Here is the rules file that implements this TokensRegex pipeline basic_ner.rules
:
# make all patterns case-sensitive
ENV.defaultStringMatchFlags = 0
ENV.defaultStringPatternFlags = 0
# these Java classes will be used by the rules
ner = { type: "CLASS", value: "edu.stanford.nlp.ling.CoreAnnotations$NamedEntityTagAnnotation" }
tokens = { type: "CLASS", value: "edu.stanford.nlp.ling.CoreAnnotations$TokensAnnotation" }
# define some regexes over tokens
$COMPANY_BEGINNING = "/[A-Z][A-Za-z]+/"
$COMPANY_ENDING = "/(Corp|Inc)\.?/"
# rule for recognizing company names
{ ruleType: "tokens", pattern: ([{word:$COMPANY_BEGINNING} & {tag:"NNP"}]+ [{word:$COMPANY_ENDING}]), action: Annotate($0, ner, "COMPANY"), result: "COMPANY_RESULT" }
Now let’s walk through this rules file.
The first section influences the environment of the pipeline.

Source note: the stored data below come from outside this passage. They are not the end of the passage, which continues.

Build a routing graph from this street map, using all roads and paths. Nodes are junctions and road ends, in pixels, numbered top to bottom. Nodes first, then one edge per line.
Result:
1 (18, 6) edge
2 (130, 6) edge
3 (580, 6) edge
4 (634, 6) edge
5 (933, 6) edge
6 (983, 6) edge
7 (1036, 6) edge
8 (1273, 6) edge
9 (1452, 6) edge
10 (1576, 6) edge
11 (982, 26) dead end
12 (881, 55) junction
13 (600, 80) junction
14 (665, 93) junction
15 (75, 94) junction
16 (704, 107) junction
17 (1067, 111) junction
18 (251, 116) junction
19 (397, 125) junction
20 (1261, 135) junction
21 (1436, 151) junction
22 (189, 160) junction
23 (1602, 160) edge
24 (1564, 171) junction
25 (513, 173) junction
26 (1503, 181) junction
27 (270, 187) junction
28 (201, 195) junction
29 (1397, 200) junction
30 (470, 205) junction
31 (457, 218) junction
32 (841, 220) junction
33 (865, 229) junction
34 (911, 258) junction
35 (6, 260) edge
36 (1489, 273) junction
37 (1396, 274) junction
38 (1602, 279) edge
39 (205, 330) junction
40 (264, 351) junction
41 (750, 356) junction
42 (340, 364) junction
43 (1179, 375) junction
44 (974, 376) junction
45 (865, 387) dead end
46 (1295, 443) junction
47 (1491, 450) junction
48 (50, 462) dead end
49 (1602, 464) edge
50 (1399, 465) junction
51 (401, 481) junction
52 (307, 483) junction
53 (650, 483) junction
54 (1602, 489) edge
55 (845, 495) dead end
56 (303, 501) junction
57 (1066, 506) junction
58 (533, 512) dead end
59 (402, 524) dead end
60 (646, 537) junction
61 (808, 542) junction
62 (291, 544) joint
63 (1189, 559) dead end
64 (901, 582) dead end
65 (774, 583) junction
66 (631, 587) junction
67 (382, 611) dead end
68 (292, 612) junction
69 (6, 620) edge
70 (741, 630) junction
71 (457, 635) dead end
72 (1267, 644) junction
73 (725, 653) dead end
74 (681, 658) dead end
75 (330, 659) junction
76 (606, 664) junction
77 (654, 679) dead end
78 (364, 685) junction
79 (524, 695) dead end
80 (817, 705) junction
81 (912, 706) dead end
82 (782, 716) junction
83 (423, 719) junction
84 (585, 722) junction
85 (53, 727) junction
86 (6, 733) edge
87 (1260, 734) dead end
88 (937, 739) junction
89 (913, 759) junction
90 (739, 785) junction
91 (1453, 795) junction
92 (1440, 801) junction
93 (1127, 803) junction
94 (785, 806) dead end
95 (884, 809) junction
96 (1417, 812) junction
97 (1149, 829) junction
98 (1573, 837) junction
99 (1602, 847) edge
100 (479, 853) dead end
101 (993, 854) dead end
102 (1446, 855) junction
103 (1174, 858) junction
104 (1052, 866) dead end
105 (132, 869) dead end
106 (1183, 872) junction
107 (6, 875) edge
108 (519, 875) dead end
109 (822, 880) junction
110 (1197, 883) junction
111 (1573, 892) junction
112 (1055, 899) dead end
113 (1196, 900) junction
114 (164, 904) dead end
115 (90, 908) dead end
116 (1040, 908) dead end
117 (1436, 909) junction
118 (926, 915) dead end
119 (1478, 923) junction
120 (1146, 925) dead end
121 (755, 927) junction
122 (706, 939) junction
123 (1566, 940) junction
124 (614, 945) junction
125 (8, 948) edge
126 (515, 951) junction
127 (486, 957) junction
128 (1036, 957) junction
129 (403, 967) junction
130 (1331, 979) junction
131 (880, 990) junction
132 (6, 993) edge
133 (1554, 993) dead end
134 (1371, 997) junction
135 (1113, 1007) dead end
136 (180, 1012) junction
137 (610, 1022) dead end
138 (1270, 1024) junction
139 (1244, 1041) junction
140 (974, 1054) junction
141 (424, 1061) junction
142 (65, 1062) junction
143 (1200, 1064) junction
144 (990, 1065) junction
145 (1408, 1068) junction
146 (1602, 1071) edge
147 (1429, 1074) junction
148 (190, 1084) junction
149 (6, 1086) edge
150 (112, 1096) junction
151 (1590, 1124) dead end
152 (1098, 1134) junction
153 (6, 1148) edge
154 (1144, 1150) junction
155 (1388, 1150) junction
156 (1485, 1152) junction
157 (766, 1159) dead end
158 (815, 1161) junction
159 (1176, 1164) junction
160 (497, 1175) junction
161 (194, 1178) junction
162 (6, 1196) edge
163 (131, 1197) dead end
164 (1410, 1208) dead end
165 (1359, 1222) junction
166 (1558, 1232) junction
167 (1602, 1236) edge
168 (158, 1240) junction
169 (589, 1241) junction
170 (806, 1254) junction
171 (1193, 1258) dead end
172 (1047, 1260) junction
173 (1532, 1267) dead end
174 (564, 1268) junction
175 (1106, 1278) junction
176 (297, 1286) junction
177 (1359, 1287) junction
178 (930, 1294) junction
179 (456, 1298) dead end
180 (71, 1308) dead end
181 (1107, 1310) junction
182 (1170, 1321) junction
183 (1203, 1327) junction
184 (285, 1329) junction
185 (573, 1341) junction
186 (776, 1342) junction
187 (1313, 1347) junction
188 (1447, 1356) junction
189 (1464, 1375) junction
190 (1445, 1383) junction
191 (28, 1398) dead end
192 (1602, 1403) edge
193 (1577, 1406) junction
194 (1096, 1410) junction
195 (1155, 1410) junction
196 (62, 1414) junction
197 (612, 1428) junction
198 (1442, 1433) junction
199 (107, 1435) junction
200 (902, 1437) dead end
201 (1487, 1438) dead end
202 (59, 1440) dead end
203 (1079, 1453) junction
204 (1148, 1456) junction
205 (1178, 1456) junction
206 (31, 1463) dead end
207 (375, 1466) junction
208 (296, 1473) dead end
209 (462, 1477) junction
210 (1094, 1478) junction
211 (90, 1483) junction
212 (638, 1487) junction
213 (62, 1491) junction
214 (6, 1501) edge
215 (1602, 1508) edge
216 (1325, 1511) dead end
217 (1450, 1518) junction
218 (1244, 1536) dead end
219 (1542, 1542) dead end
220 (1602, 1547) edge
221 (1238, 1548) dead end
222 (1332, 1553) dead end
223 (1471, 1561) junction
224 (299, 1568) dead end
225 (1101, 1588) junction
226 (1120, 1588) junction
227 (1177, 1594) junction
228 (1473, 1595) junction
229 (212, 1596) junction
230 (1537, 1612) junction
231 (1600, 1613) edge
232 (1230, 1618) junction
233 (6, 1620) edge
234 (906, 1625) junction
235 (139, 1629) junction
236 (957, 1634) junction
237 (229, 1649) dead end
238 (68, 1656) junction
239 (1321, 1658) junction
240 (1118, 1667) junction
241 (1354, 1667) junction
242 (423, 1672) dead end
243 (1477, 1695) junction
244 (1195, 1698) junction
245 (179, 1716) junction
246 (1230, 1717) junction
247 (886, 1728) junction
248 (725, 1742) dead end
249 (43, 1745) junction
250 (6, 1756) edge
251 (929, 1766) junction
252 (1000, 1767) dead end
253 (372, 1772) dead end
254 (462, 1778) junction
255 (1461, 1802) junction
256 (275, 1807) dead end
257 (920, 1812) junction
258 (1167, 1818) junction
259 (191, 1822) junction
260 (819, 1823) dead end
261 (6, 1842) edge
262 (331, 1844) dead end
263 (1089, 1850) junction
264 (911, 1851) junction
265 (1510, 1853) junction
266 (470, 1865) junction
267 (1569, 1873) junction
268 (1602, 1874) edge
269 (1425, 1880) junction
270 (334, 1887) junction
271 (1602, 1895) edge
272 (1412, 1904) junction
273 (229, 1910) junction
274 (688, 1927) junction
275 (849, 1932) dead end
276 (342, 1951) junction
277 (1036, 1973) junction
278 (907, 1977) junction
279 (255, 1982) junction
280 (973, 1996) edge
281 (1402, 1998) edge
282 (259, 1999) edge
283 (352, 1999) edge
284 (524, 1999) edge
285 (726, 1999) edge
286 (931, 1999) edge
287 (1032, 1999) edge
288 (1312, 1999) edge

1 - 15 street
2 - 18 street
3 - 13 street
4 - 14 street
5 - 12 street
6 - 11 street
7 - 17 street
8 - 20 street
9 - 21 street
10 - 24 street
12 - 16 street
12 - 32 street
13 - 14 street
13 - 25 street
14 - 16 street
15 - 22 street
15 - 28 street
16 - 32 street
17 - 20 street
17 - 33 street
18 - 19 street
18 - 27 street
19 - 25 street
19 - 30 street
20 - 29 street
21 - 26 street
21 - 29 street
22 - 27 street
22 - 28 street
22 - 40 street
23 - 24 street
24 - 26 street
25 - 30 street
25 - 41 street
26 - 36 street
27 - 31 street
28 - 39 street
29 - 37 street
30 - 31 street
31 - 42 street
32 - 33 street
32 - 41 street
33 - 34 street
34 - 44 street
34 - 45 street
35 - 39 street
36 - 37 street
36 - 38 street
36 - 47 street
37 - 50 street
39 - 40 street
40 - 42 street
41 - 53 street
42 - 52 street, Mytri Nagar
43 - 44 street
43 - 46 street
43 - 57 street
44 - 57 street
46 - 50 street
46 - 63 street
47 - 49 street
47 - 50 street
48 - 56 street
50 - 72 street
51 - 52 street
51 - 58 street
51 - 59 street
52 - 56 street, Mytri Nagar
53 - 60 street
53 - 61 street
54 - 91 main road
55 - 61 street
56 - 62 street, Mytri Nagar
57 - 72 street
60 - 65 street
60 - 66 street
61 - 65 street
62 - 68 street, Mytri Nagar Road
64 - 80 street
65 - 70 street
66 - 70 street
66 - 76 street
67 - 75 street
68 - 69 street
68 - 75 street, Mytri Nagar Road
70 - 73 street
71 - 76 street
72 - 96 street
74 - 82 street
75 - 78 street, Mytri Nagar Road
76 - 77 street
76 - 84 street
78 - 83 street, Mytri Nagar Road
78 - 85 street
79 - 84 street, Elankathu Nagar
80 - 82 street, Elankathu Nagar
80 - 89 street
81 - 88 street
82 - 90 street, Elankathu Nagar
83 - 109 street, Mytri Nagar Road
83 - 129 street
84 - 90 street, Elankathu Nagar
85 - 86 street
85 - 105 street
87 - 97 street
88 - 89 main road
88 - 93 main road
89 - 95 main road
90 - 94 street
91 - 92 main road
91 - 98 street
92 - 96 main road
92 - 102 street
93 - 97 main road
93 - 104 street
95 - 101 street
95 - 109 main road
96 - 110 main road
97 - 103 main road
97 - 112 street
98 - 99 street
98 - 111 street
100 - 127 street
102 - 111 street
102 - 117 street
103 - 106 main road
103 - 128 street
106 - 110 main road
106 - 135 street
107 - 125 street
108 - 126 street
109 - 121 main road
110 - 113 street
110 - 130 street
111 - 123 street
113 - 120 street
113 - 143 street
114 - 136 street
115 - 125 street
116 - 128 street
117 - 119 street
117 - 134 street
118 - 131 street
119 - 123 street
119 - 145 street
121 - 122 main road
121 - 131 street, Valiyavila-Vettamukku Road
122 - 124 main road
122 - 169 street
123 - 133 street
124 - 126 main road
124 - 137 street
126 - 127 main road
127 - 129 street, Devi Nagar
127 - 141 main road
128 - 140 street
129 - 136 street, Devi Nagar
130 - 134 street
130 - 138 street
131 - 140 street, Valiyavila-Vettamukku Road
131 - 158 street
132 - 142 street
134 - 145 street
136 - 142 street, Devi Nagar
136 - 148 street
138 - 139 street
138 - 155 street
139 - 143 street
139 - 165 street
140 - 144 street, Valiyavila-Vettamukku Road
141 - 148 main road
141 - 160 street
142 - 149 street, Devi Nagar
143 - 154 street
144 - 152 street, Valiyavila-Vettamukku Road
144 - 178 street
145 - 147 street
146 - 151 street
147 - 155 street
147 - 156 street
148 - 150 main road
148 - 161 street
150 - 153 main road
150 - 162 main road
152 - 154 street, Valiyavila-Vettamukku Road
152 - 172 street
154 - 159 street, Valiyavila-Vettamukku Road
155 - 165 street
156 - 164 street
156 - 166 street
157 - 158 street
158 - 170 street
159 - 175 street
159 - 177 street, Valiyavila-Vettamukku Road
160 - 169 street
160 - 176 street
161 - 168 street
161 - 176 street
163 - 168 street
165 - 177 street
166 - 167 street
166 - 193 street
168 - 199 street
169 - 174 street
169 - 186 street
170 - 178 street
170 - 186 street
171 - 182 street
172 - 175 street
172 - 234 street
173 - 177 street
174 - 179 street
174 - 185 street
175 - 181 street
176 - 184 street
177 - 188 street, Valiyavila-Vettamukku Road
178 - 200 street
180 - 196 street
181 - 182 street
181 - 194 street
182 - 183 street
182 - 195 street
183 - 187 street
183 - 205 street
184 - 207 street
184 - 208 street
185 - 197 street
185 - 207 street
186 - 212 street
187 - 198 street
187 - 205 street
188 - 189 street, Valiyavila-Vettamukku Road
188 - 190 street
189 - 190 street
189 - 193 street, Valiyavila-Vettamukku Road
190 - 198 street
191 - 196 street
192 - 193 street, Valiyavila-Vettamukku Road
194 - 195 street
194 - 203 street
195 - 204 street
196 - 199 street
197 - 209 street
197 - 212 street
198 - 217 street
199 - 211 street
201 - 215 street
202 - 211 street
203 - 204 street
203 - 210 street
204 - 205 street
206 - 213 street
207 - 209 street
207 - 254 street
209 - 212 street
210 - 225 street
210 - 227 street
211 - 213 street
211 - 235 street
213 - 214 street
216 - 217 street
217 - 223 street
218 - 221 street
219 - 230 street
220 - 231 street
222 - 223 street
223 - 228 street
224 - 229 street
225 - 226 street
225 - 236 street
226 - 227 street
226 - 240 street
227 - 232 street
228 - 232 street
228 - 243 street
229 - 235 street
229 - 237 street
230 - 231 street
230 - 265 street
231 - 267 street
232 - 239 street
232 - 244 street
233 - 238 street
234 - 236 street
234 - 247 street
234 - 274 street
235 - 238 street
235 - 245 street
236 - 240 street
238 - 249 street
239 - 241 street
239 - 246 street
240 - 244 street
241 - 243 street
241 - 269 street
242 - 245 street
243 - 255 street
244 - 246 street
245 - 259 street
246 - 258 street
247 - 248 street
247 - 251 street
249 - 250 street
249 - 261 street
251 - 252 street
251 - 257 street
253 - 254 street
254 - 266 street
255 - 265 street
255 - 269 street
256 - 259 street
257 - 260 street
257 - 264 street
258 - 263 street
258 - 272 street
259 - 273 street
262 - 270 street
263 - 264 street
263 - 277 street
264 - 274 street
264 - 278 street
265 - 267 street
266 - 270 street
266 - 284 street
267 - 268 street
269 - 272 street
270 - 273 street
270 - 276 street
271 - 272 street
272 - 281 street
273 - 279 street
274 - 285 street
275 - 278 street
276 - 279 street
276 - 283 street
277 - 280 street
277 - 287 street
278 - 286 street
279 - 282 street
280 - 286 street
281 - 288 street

Since our Java code sets the rules to be case-insensitive, we will set them to case-sensitive in our rules file for this TokensRegex pipeline. By setting those two flags to 0, the rules will be case-sensitive.
In the next section we bind certain variables to Java classes used as annotation keys. Here we bind “ner” and “tokens” to the corresponding annotation keys.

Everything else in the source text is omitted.